Republicans currently have a 242–190 advantage there, and Democrats would need to pick up 28 seats to recapture the House. Some Democratic party leaders think they have a shot, but history suggests their chances are slim. When the presidency and Congress are split between two parties, said political analyst Harry Enten, voters "tend to like the status quo" because they feel that divided government keeps the ideologues in both parties in check. Most forecasts have House Democrats picking up between 10 and 15 seats, leaving the GOP in the majority.

Are Republicans likely to win the Senate?

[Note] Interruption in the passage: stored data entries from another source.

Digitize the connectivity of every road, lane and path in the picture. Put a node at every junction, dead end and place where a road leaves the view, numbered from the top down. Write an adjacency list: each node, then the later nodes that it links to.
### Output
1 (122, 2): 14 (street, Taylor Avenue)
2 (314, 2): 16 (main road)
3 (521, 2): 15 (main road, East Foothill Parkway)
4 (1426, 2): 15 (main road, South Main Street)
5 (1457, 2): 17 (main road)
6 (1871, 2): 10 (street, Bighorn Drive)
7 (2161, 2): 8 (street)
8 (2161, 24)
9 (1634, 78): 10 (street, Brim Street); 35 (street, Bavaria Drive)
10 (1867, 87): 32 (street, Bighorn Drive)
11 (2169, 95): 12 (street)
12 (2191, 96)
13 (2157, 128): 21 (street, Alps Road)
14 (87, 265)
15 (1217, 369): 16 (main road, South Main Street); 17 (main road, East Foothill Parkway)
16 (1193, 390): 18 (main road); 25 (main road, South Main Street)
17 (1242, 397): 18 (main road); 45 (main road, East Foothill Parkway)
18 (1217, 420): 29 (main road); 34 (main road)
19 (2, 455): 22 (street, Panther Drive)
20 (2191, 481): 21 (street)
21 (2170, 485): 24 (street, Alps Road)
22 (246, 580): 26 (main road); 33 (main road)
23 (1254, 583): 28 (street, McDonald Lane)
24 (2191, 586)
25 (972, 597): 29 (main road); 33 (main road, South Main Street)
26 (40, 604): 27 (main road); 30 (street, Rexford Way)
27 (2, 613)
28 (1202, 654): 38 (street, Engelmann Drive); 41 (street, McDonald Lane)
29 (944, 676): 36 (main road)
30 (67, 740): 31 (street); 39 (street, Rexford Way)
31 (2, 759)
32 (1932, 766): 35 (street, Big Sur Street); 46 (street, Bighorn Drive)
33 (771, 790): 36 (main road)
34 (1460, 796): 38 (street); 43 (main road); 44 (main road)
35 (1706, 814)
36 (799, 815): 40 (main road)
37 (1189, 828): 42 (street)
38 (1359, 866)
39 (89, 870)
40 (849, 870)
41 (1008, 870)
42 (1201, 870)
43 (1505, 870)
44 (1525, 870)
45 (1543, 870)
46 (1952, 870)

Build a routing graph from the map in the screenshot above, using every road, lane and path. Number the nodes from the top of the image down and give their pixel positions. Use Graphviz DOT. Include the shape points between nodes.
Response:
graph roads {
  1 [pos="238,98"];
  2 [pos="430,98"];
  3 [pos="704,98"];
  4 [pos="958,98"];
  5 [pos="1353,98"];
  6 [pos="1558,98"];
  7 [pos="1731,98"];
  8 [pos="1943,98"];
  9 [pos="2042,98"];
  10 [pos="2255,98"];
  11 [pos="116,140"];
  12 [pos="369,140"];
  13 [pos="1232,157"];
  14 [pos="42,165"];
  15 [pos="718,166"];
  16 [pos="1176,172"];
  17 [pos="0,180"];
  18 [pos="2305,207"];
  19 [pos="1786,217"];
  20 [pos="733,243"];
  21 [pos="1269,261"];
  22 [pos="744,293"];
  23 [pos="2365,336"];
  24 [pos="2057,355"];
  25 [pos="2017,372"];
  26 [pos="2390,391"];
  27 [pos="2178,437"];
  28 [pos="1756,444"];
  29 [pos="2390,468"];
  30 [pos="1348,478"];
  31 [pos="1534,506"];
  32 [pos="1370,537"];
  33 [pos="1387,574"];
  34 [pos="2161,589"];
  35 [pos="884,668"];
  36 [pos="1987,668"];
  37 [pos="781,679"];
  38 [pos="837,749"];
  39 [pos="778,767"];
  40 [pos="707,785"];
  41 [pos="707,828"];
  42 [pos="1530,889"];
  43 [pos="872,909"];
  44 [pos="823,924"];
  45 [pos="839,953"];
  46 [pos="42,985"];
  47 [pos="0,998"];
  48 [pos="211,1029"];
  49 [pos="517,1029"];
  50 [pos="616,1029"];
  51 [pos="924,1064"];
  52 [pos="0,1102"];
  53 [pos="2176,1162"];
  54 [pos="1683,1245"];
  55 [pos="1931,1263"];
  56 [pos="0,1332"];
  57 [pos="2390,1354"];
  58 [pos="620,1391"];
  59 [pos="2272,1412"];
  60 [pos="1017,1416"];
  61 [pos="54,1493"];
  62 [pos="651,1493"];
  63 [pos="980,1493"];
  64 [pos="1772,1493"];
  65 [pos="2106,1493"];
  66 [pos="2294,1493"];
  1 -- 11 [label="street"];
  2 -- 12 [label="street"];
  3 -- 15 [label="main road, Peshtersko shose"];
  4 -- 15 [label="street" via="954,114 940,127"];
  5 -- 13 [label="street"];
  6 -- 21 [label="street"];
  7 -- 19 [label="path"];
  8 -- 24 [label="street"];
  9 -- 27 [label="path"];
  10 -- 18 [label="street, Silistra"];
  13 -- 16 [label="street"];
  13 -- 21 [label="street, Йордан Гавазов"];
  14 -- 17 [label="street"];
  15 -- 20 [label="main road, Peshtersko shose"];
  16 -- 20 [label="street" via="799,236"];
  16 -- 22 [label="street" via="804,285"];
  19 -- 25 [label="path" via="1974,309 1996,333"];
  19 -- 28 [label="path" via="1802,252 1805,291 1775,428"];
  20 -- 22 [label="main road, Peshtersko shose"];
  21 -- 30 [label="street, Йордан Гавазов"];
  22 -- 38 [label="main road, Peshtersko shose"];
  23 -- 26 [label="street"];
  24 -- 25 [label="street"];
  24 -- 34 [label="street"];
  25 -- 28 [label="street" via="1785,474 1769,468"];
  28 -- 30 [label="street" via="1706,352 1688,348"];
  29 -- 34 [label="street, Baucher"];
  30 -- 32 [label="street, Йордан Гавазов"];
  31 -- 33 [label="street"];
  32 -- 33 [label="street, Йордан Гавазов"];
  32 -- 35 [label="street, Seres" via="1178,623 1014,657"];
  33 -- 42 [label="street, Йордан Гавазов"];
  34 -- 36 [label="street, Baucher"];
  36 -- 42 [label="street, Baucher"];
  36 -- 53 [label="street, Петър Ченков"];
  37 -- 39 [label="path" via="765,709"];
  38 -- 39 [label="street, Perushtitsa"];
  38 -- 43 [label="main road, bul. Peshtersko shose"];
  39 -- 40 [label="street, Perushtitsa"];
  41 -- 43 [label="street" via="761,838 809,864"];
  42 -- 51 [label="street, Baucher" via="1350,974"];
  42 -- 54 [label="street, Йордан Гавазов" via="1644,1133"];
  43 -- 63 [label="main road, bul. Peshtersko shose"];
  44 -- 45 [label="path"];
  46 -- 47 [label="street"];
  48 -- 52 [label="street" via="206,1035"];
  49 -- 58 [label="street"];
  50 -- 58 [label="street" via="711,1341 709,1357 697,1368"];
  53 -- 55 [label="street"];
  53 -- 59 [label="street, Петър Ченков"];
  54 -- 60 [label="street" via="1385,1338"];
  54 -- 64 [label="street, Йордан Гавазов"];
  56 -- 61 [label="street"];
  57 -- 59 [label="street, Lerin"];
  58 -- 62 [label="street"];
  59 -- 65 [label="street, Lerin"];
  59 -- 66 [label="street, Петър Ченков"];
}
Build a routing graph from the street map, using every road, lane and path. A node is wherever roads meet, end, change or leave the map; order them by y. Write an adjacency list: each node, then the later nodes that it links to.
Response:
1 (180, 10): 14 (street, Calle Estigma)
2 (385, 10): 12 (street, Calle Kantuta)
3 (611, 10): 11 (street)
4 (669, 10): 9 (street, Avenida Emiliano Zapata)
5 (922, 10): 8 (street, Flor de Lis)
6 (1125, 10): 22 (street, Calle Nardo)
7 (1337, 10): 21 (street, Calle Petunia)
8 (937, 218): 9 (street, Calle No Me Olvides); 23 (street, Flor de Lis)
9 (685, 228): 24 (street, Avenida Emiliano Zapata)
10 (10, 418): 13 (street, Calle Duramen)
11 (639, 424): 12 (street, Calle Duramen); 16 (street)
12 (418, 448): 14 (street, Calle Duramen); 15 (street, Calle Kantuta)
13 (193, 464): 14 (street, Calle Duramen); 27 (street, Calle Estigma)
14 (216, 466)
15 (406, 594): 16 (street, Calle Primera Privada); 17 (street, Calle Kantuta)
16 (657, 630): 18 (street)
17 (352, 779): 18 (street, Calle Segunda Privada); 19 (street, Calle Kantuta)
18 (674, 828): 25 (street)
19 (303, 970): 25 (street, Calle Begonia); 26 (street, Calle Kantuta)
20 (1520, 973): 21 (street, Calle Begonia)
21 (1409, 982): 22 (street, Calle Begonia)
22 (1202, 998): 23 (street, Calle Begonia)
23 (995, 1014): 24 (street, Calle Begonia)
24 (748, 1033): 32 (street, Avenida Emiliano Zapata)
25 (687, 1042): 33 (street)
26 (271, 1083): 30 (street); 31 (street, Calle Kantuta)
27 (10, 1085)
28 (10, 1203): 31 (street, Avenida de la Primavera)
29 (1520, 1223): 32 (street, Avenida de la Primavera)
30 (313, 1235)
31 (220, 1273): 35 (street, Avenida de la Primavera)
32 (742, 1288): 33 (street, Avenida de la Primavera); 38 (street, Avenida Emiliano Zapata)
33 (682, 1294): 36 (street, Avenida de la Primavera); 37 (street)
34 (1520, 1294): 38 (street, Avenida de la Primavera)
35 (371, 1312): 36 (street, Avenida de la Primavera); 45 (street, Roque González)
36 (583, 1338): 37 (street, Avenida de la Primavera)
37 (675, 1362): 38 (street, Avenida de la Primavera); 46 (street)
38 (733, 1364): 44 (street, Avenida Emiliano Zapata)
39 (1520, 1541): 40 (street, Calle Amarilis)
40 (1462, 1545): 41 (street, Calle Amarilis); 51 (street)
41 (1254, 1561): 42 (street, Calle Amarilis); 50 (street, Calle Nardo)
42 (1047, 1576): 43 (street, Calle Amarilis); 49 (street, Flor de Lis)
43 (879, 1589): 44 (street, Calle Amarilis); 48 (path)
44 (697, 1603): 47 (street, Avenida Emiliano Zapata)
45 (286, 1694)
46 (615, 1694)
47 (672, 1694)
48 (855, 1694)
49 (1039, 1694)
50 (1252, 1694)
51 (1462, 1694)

It may partly depend on what happens in the presidential election. If President Obama wins against his likely opponent, Mitt Romney, then Republicans would need to buck more than a century of history to swing the Senate. No incumbent president since the 19th century has been re-elected while his party lost control of the Senate. But with so many Democratic seats in play, Republicans could make history in 2012. Whatever the outcome, though, the upper chamber will remain mired in partisan gridlock. Neither party has a chance of hitting the filibuster-proof figure of 60 seats, and in recent years, Republicans have turned the filibuster from a rarely used tactic into a means to block the majority's will. If they become the minority, Democrats will undoubtedly return the favor. That means the new Senate will "do what Senates do best," said political scientist Larry Sabato. "A whole lot of nothing."

There's always next time
If Republicans don't retake the Senate this November, their odds are already looking good for 2014. Democrats will again have more seats up for re-election that year than Republicans will — 20, as things stand, to the GOP's 13 — and many will be hard to retain, especially in red states like South Dakota, Louisiana, Montana, Alaska, and North Carolina. And if Obama is still in the White House, Republicans will have history on their side, as second midterm elections frequently go badly for the president's party. George W. Bush lost six Senate seats in his second midterm, in 2006, and Ronald Reagan lost eight in 1986. "All of this means both short-term and longer-term concern for Senate Democrats," said Stuart Rothenberg.